Action item:
Please transcribe every entry below exactly, without including the pictures.

Information provided:
- - - - -
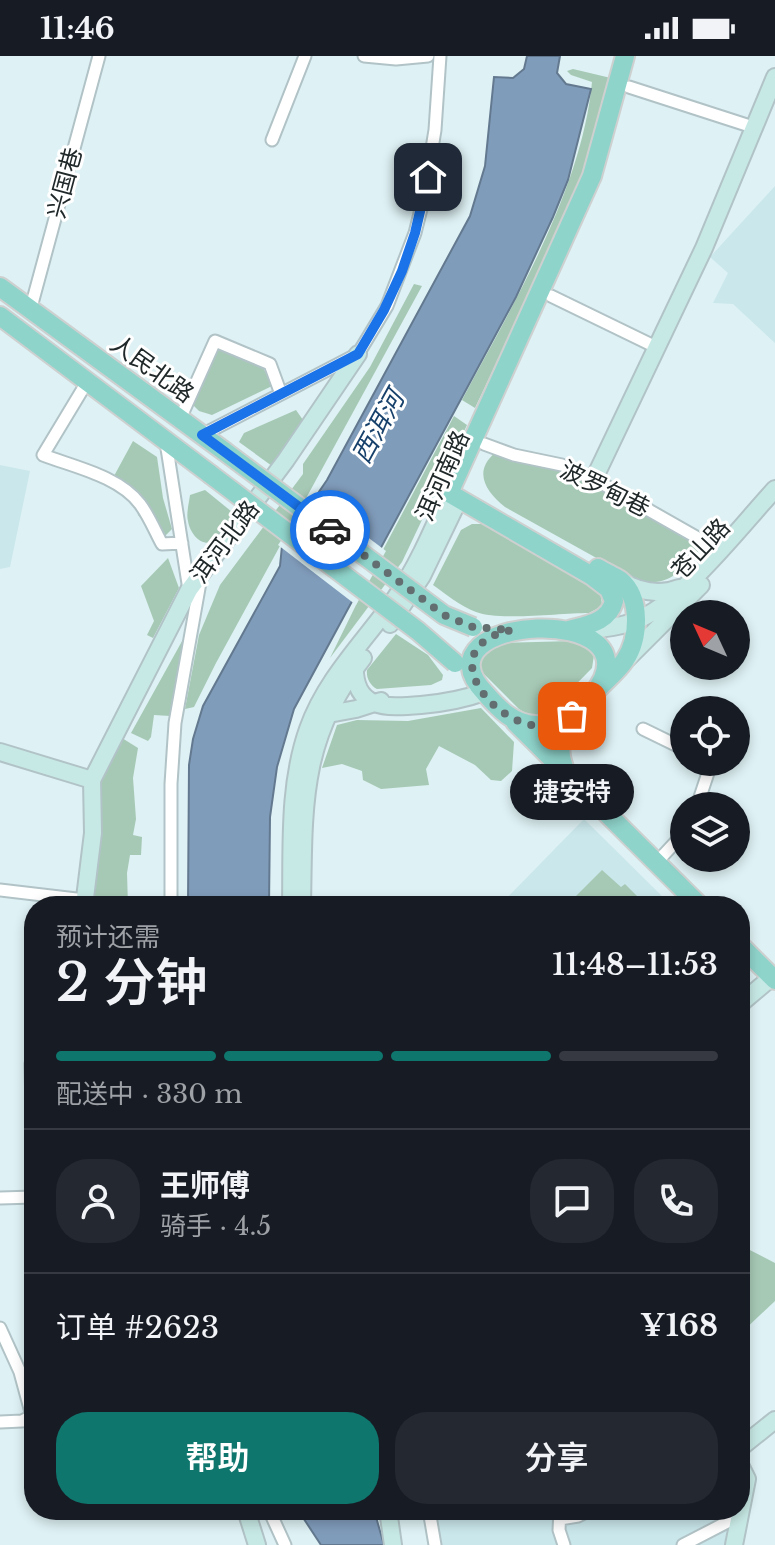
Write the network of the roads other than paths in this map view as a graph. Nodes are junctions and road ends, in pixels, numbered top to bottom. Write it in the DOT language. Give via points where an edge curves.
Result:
graph roads {
  1 [pos="99,56"];
  2 [pos="304,56"];
  3 [pos="364,56"];
  4 [pos="428,56"];
  5 [pos="440,56"];
  6 [pos="625,56"];
  7 [pos="637,56"];
  8 [pos="775,77"];
  9 [pos="629,87"];
  10 [pos="756,128"];
  11 [pos="272,140"];
  12 [pos="0,287"];
  13 [pos="551,296"];
  14 [pos="30,311"];
  15 [pos="0,316"];
  16 [pos="658,348"];
  17 [pos="358,354"];
  18 [pos="87,382"];
  19 [pos="281,394"];
  20 [pos="180,419"];
  21 [pos="202,435"];
  22 [pos="166,442"];
  23 [pos="484,444"];
  24 [pos="594,479"];
  25 [pos="775,489"];
  26 [pos="456,492"];
  27 [pos="775,505"];
  28 [pos="182,543"];
  29 [pos="719,550"];
  30 [pos="202,571"];
  31 [pos="693,578"];
  32 [pos="620,581"];
  33 [pos="189,590"];
  34 [pos="635,621"];
  35 [pos="512,630"];
  36 [pos="569,630"];
  37 [pos="355,649"];
  38 [pos="621,666"];
  39 [pos="355,668"];
  40 [pos="484,692"];
  41 [pos="594,693"];
  42 [pos="375,704"];
  43 [pos="319,716"];
  44 [pos="572,716"];
  45 [pos="512,720"];
  46 [pos="643,729"];
  47 [pos="670,742"];
  48 [pos="0,752"];
  49 [pos="568,776"];
  50 [pos="92,780"];
  51 [pos="670,848"];
  52 [pos="657,862"];
  53 [pos="0,890"];
  54 [pos="39,896"];
  55 [pos="85,896"];
  56 [pos="171,896"];
  57 [pos="291,896"];
  58 [pos="302,896"];
  59 [pos="690,896"];
  60 [pos="750,955"];
  61 [pos="773,979"];
  62 [pos="750,996"];
  63 [pos="0,1198"];
  64 [pos="24,1198"];
  65 [pos="0,1328"];
  66 [pos="24,1386"];
  67 [pos="24,1420"];
  68 [pos="775,1420"];
  69 [pos="0,1422"];
  70 [pos="750,1440"];
  71 [pos="249,1520"];
  72 [pos="274,1520"];
  73 [pos="389,1520"];
  74 [pos="431,1520"];
  75 [pos="560,1520"];
  76 [pos="731,1520"];
  77 [pos="739,1520"];
  78 [pos="257,1545"];
  79 [pos="285,1545"];
  80 [pos="393,1545"];
  81 [pos="435,1545"];
  82 [pos="564,1545"];
  83 [pos="683,1545"];
  84 [pos="734,1545"];
  1 -- 14 [label="street, 兴国巷"];
  2 -- 11 [label="street"];
  3 -- 4 [label="street"];
  5 -- 17 [label="street, 洱河北路" via="435,130 415,233 387,306"];
  6 -- 26 [label="main road, 洱河南路" via="588,187"];
  7 -- 9 [label="main road, 洱河南路"];
  8 -- 10 [label="main road"];
  9 -- 10 [label="street"];
  9 -- 13 [label="main road, 洱河南路" via="607,169"];
  10 -- 16 [label="main road"];
  12 -- 14 [label="main road, 人民北路"];
  13 -- 16 [label="street"];
  13 -- 23 [label="main road, 洱河南路"];
  14 -- 20 [label="main road, 人民北路"];
  15 -- 18 [label="main road, 人民北路"];
  16 -- 24 [label="main road"];
  17 -- 19 [label="street"];
  17 -- 30 [label="main road, 洱河北路"];
  18 -- 22 [label="main road, 人民北路"];
  18 -- 28 [label="street" via="43,455 125,490 140,504 162,544"];
  19 -- 20 [label="street" via="270,364 215,341"];
  19 -- 21 [label="street"];
  20 -- 21 [label="main road, 人民北路"];
  21 -- 35 [label="main road, 人民北路, bridge" via="439,611 473,627"];
  22 -- 28 [label="street"];
  22 -- 40 [label="main road, 人民北路, bridge" via="427,638"];
  23 -- 24 [label="street, 波罗甸巷"];
  23 -- 26 [label="main road, 洱河南路"];
  24 -- 29 [label="street, 波罗甸巷"];
  25 -- 29 [label="main road, 苍山路"];
  26 -- 32 [label="main road"];
  26 -- 36 [label="main road" via="609,589 614,603 609,613"];
  26 -- 37 [label="main road, 洱河南路" via="404,584"];
  26 -- 39 [label="main road, 洱河南路" via="414,590"];
  27 -- 38 [label="main road, 苍山路"];
  28 -- 33 [label="street"];
  29 -- 31 [label="main road, 苍山路"];
  30 -- 33 [label="main road, 洱河北路"];
  30 -- 56 [label="street" via="175,723"];
  31 -- 32 [label="main road" via="660,593"];
  31 -- 34 [label="main road, 苍山路"];
  32 -- 34 [label="main road"];
  33 -- 50 [label="main road, 洱河北路"];
  34 -- 36 [label="main road"];
  34 -- 38 [label="main road" via="633,643"];
  35 -- 36 [label="main road"];
  35 -- 40 [label="main road" via="492,637 473,656 472,673"];
  36 -- 41 [label="main road" via="590,638 604,658 604,675"];
  37 -- 39 [label="main road"];
  37 -- 43 [label="main road, 洱河南路" via="333,679"];
  38 -- 41 [label="main road, 苍山路"];
  39 -- 42 [label="main road" via="358,687"];
  39 -- 43 [label="main road, 洱河南路"];
  40 -- 42 [label="main road" via="459,702 385,708"];
  40 -- 45 [label="main road"];
  41 -- 44 [label="main road"];
  42 -- 43 [label="main road"];
  43 -- 57 [label="main road, 洱河南路" via="303,744 295,785"];
  43 -- 58 [label="main road, 洱河南路" via="306,786"];
  44 -- 45 [label="main road" via="546,725"];
  44 -- 49 [label="main road" via="560,741"];
  45 -- 49 [label="main road"];
  46 -- 47 [label="street"];
  48 -- 50 [label="main road"];
  49 -- 52 [label="main road"];
  50 -- 55 [label="main road, 洱河北路" via="93,833"];
  51 -- 52 [label="street"];
  52 -- 59 [label="main road"];
  53 -- 54 [label="street"];
  60 -- 61 [label="main road"];
  61 -- 62 [label="main road"];
  63 -- 64 [label="street"];
  65 -- 66 [label="street"];
  67 -- 69 [label="street"];
  68 -- 70 [label="main road"];
  71 -- 78 [label="main road"];
  72 -- 79 [label="street"];
  73 -- 80 [label="main road"];
  74 -- 81 [label="street"];
  75 -- 82 [label="street"];
  76 -- 83 [label="street"];
  77 -- 84 [label="main road"];
}
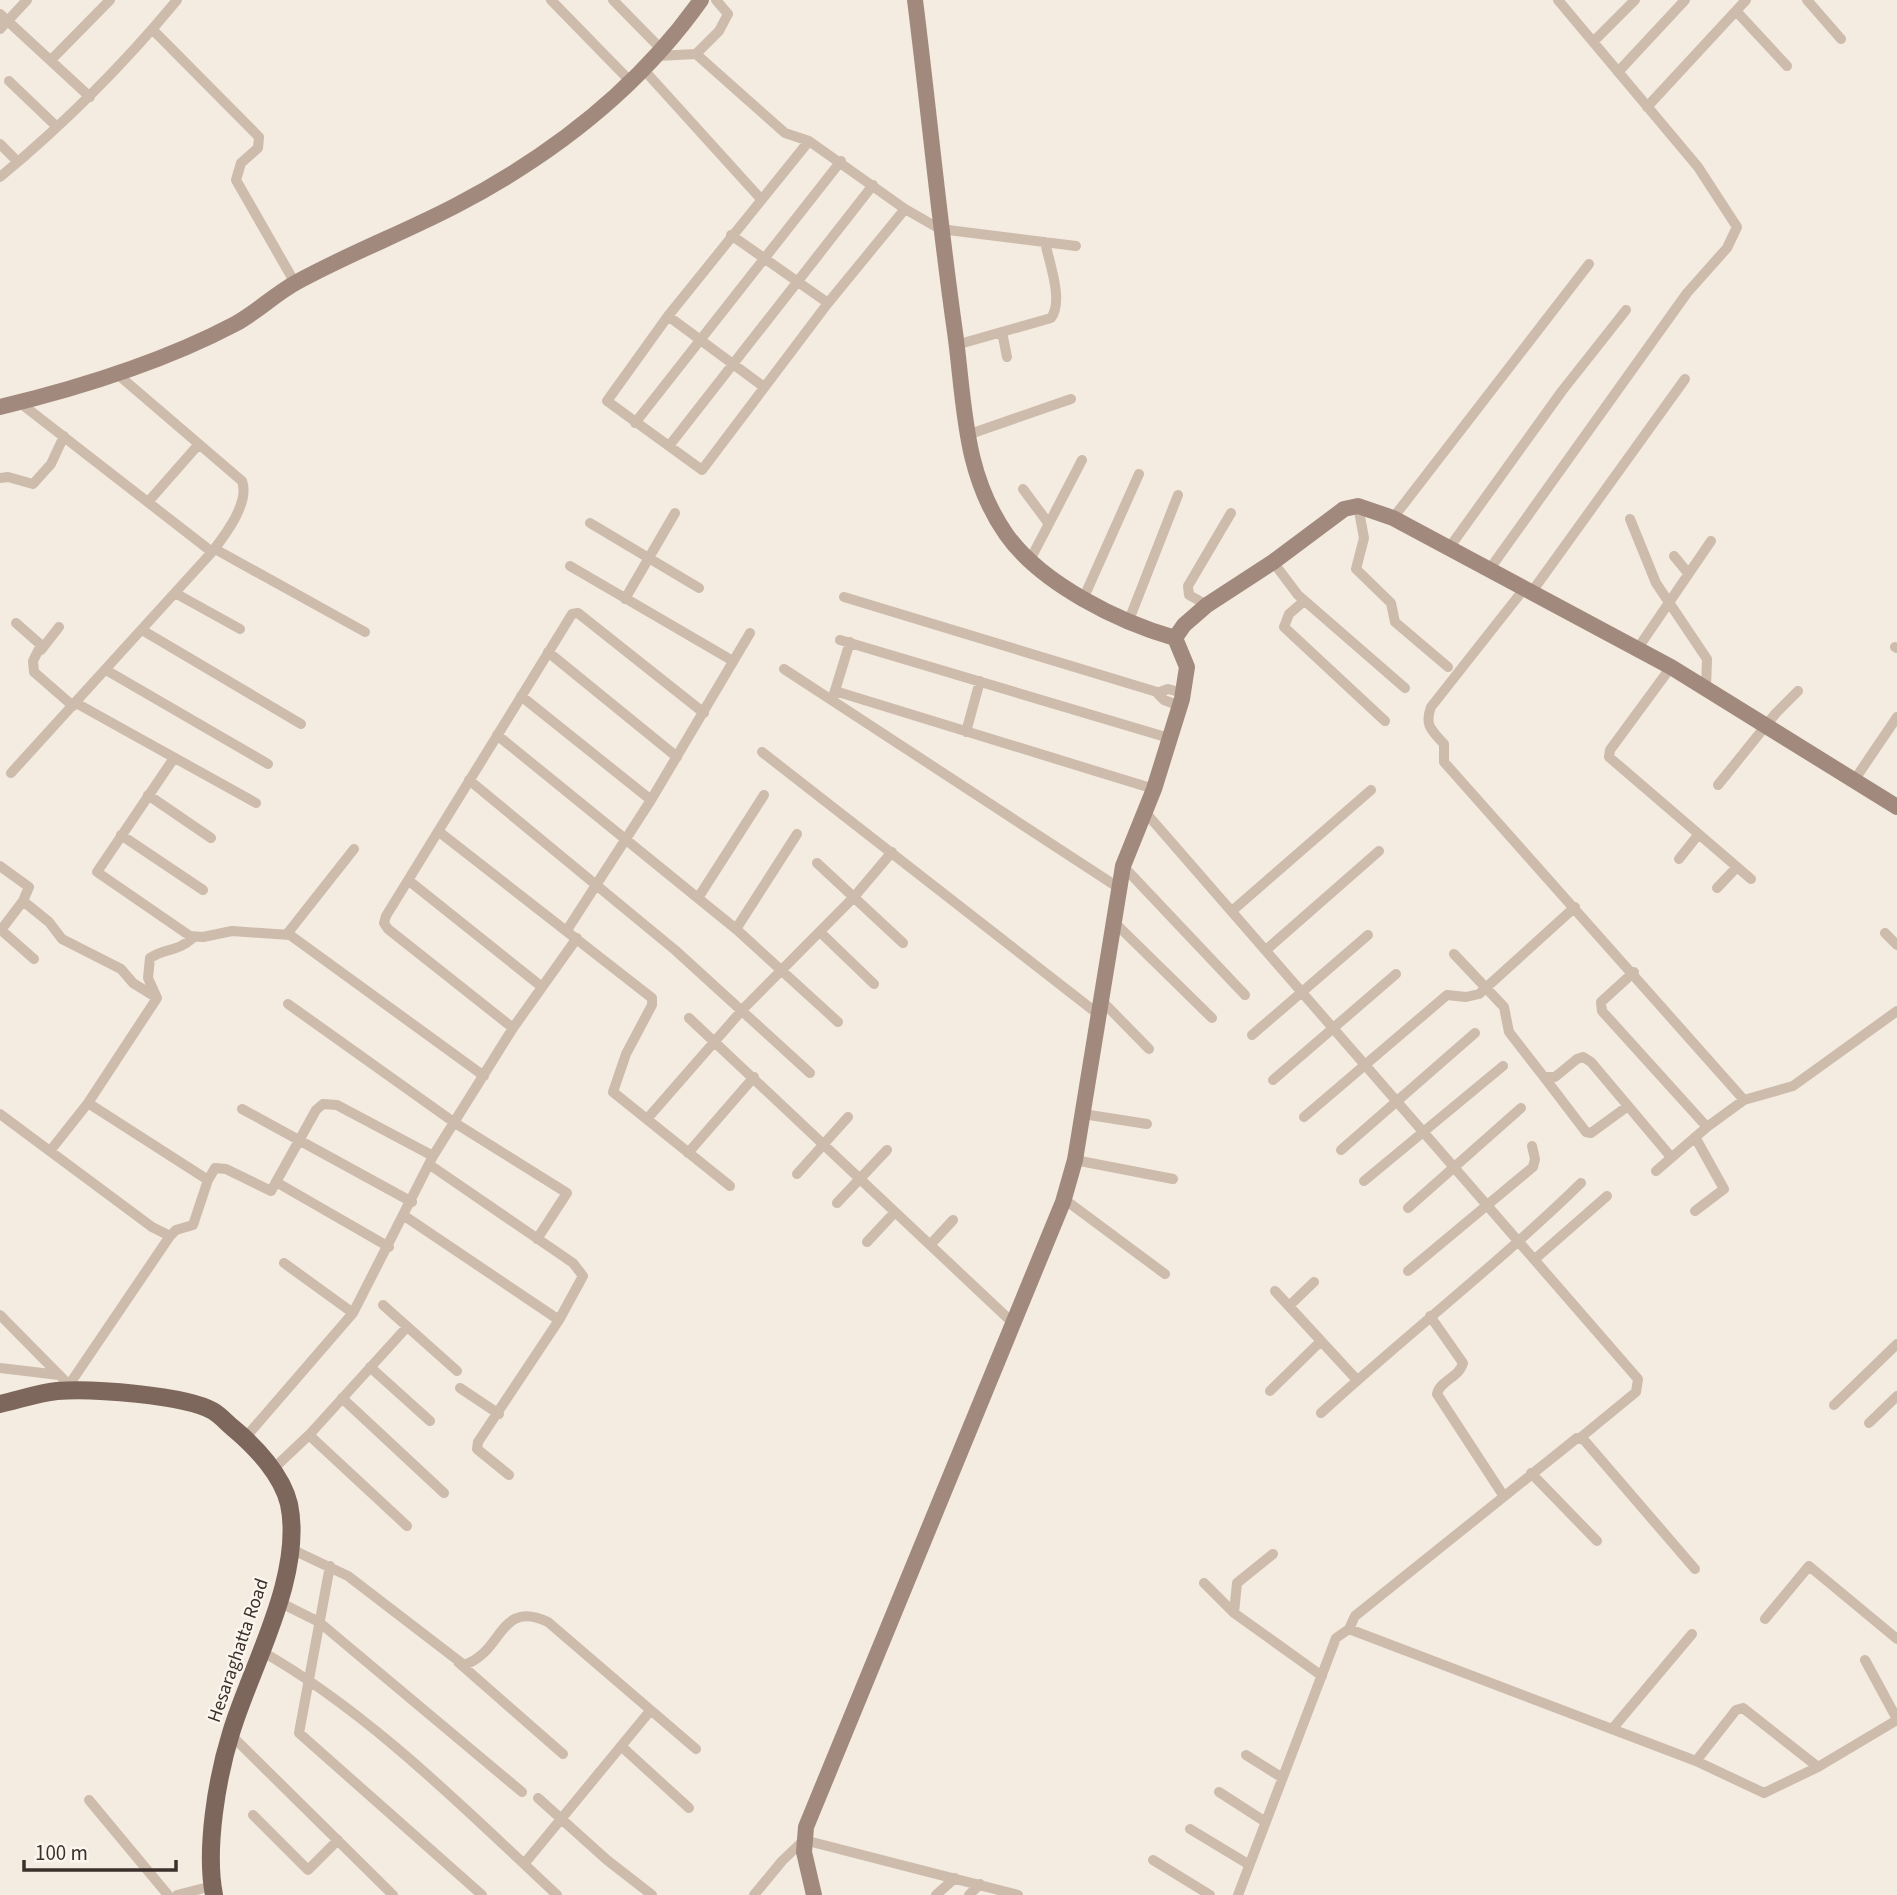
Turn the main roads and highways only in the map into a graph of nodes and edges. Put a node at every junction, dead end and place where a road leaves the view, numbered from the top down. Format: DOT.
graph roads {
  1 [pos="0,1405"];
  2 [pos="213,1890"];
  1 -- 2 [label="main road, Hesaraghatta Road"];
}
- - - - -
Completed task:
Write the network of the roads other than paths in this map view as a graph. Nodes are junctions and road ends, in pixels, numbered top to bottom. Write it in the DOT language. Give via points where an edge curves.
Result:
graph roads {
  1 [pos="99,56"];
  2 [pos="304,56"];
  3 [pos="364,56"];
  4 [pos="428,56"];
  5 [pos="440,56"];
  6 [pos="625,56"];
  7 [pos="637,56"];
  8 [pos="775,77"];
  9 [pos="629,87"];
  10 [pos="756,128"];
  11 [pos="272,140"];
  12 [pos="0,287"];
  13 [pos="551,296"];
  14 [pos="30,311"];
  15 [pos="0,316"];
  16 [pos="658,348"];
  17 [pos="358,354"];
  18 [pos="87,382"];
  19 [pos="281,394"];
  20 [pos="180,419"];
  21 [pos="202,435"];
  22 [pos="166,442"];
  23 [pos="484,444"];
  24 [pos="594,479"];
  25 [pos="775,489"];
  26 [pos="456,492"];
  27 [pos="775,505"];
  28 [pos="182,543"];
  29 [pos="719,550"];
  30 [pos="202,571"];
  31 [pos="693,578"];
  32 [pos="620,581"];
  33 [pos="189,590"];
  34 [pos="635,621"];
  35 [pos="512,630"];
  36 [pos="569,630"];
  37 [pos="355,649"];
  38 [pos="621,666"];
  39 [pos="355,668"];
  40 [pos="484,692"];
  41 [pos="594,693"];
  42 [pos="375,704"];
  43 [pos="319,716"];
  44 [pos="572,716"];
  45 [pos="512,720"];
  46 [pos="643,729"];
  47 [pos="670,742"];
  48 [pos="0,752"];
  49 [pos="568,776"];
  50 [pos="92,780"];
  51 [pos="670,848"];
  52 [pos="657,862"];
  53 [pos="0,890"];
  54 [pos="39,896"];
  55 [pos="85,896"];
  56 [pos="171,896"];
  57 [pos="291,896"];
  58 [pos="302,896"];
  59 [pos="690,896"];
  60 [pos="750,955"];
  61 [pos="773,979"];
  62 [pos="750,996"];
  63 [pos="0,1198"];
  64 [pos="24,1198"];
  65 [pos="0,1328"];
  66 [pos="24,1386"];
  67 [pos="24,1420"];
  68 [pos="775,1420"];
  69 [pos="0,1422"];
  70 [pos="750,1440"];
  71 [pos="249,1520"];
  72 [pos="274,1520"];
  73 [pos="389,1520"];
  74 [pos="431,1520"];
  75 [pos="560,1520"];
  76 [pos="731,1520"];
  77 [pos="739,1520"];
  78 [pos="257,1545"];
  79 [pos="285,1545"];
  80 [pos="393,1545"];
  81 [pos="435,1545"];
  82 [pos="564,1545"];
  83 [pos="683,1545"];
  84 [pos="734,1545"];
  1 -- 14 [label="street, 兴国巷"];
  2 -- 11 [label="street"];
  3 -- 4 [label="street"];
  5 -- 17 [label="street, 洱河北路" via="435,130 415,233 387,306"];
  6 -- 26 [label="main road, 洱河南路" via="588,187"];
  7 -- 9 [label="main road, 洱河南路"];
  8 -- 10 [label="main road"];
  9 -- 10 [label="street"];
  9 -- 13 [label="main road, 洱河南路" via="607,169"];
  10 -- 16 [label="main road"];
  12 -- 14 [label="main road, 人民北路"];
  13 -- 16 [label="street"];
  13 -- 23 [label="main road, 洱河南路"];
  14 -- 20 [label="main road, 人民北路"];
  15 -- 18 [label="main road, 人民北路"];
  16 -- 24 [label="main road"];
  17 -- 19 [label="street"];
  17 -- 30 [label="main road, 洱河北路"];
  18 -- 22 [label="main road, 人民北路"];
  18 -- 28 [label="street" via="43,455 125,490 140,504 162,544"];
  19 -- 20 [label="street" via="270,364 215,341"];
  19 -- 21 [label="street"];
  20 -- 21 [label="main road, 人民北路"];
  21 -- 35 [label="main road, 人民北路, bridge" via="439,611 473,627"];
  22 -- 28 [label="street"];
  22 -- 40 [label="main road, 人民北路, bridge" via="427,638"];
  23 -- 24 [label="street, 波罗甸巷"];
  23 -- 26 [label="main road, 洱河南路"];
  24 -- 29 [label="street, 波罗甸巷"];
  25 -- 29 [label="main road, 苍山路"];
  26 -- 32 [label="main road"];
  26 -- 36 [label="main road" via="609,589 614,603 609,613"];
  26 -- 37 [label="main road, 洱河南路" via="404,584"];
  26 -- 39 [label="main road, 洱河南路" via="414,590"];
  27 -- 38 [label="main road, 苍山路"];
  28 -- 33 [label="street"];
  29 -- 31 [label="main road, 苍山路"];
  30 -- 33 [label="main road, 洱河北路"];
  30 -- 56 [label="street" via="175,723"];
  31 -- 32 [label="main road" via="660,593"];
  31 -- 34 [label="main road, 苍山路"];
  32 -- 34 [label="main road"];
  33 -- 50 [label="main road, 洱河北路"];
  34 -- 36 [label="main road"];
  34 -- 38 [label="main road" via="633,643"];
  35 -- 36 [label="main road"];
  35 -- 40 [label="main road" via="492,637 473,656 472,673"];
  36 -- 41 [label="main road" via="590,638 604,658 604,675"];
  37 -- 39 [label="main road"];
  37 -- 43 [label="main road, 洱河南路" via="333,679"];
  38 -- 41 [label="main road, 苍山路"];
  39 -- 42 [label="main road" via="358,687"];
  39 -- 43 [label="main road, 洱河南路"];
  40 -- 42 [label="main road" via="459,702 385,708"];
  40 -- 45 [label="main road"];
  41 -- 44 [label="main road"];
  42 -- 43 [label="main road"];
  43 -- 57 [label="main road, 洱河南路" via="303,744 295,785"];
  43 -- 58 [label="main road, 洱河南路" via="306,786"];
  44 -- 45 [label="main road" via="546,725"];
  44 -- 49 [label="main road" via="560,741"];
  45 -- 49 [label="main road"];
  46 -- 47 [label="street"];
  48 -- 50 [label="main road"];
  49 -- 52 [label="main road"];
  50 -- 55 [label="main road, 洱河北路" via="93,833"];
  51 -- 52 [label="street"];
  52 -- 59 [label="main road"];
  53 -- 54 [label="street"];
  60 -- 61 [label="main road"];
  61 -- 62 [label="main road"];
  63 -- 64 [label="street"];
  65 -- 66 [label="street"];
  67 -- 69 [label="street"];
  68 -- 70 [label="main road"];
  71 -- 78 [label="main road"];
  72 -- 79 [label="street"];
  73 -- 80 [label="main road"];
  74 -- 81 [label="street"];
  75 -- 82 [label="street"];
  76 -- 83 [label="street"];
  77 -- 84 [label="main road"];
}
Turn the main roads and highways only in the map into a graph of nodes and edges. Put a node at every junction, dead end and place where a road leaves the view, numbered from the top down. Format: DOT.
graph roads {
  1 [pos="0,1405"];
  2 [pos="213,1890"];
  1 -- 2 [label="main road, Hesaraghatta Road"];
}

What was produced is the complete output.